→ **Exercise requirements**
Wherever the word "Left" appears in a line of the data, that line should be copied.

Collection entries:
──────────────────────────────

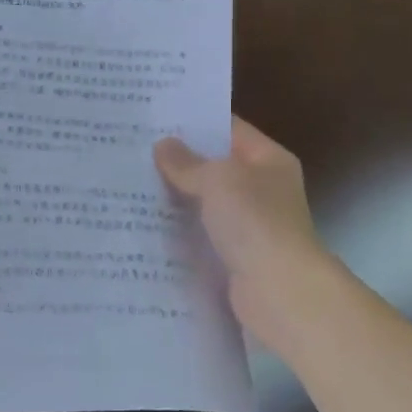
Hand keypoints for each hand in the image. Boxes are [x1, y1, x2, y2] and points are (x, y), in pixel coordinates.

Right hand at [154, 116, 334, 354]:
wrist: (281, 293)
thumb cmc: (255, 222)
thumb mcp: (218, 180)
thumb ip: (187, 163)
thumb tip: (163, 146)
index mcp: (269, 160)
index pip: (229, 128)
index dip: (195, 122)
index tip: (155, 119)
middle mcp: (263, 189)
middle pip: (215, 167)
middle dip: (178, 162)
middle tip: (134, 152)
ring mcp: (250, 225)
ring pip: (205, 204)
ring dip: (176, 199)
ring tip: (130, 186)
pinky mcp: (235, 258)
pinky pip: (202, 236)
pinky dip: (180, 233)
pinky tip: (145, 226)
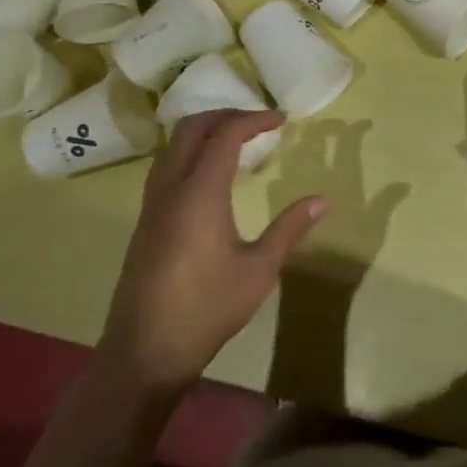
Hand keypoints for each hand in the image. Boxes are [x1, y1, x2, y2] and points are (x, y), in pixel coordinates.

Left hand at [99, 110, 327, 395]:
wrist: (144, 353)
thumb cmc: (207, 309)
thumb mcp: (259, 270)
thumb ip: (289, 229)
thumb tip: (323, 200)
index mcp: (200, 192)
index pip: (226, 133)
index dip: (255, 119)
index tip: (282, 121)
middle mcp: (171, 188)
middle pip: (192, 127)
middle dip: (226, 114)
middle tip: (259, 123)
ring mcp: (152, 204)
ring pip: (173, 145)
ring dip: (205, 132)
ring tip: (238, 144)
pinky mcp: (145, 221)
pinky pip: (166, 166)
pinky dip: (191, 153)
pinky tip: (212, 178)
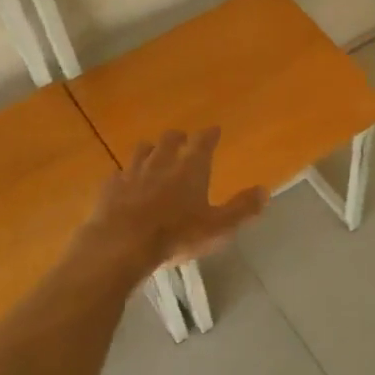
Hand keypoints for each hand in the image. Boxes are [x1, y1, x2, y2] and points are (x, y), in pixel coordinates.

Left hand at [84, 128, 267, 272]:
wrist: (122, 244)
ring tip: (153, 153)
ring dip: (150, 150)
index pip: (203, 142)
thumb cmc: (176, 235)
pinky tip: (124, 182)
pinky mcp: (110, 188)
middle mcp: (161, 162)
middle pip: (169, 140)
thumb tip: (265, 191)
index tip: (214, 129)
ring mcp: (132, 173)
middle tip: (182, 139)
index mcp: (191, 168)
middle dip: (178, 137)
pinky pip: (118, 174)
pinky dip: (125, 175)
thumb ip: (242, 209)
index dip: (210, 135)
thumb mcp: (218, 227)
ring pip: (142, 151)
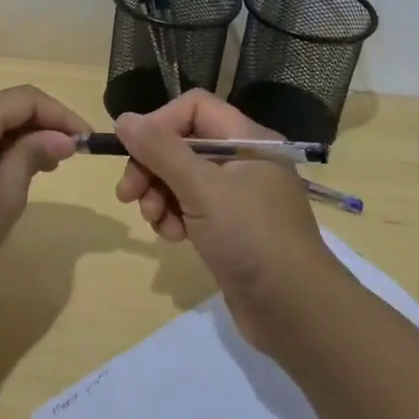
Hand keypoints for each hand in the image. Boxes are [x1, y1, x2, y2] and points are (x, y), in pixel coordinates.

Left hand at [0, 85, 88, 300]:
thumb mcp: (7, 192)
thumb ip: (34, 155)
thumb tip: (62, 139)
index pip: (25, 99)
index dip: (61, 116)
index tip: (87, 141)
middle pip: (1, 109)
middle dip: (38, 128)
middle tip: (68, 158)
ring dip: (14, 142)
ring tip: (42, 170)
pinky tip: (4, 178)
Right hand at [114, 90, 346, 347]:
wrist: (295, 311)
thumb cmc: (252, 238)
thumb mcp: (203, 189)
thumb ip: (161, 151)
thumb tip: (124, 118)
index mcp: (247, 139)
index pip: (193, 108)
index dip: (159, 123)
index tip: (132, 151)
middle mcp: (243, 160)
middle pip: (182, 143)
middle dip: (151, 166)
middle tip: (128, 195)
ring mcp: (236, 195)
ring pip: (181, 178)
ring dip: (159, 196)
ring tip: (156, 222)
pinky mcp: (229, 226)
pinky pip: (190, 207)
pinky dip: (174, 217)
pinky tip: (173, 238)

──────────────────────────────

→ **Result for this exercise**
Left hand at [99, 110, 327, 395]:
Left hand at [84, 128, 267, 272]:
Left hand at [0, 85, 88, 300]:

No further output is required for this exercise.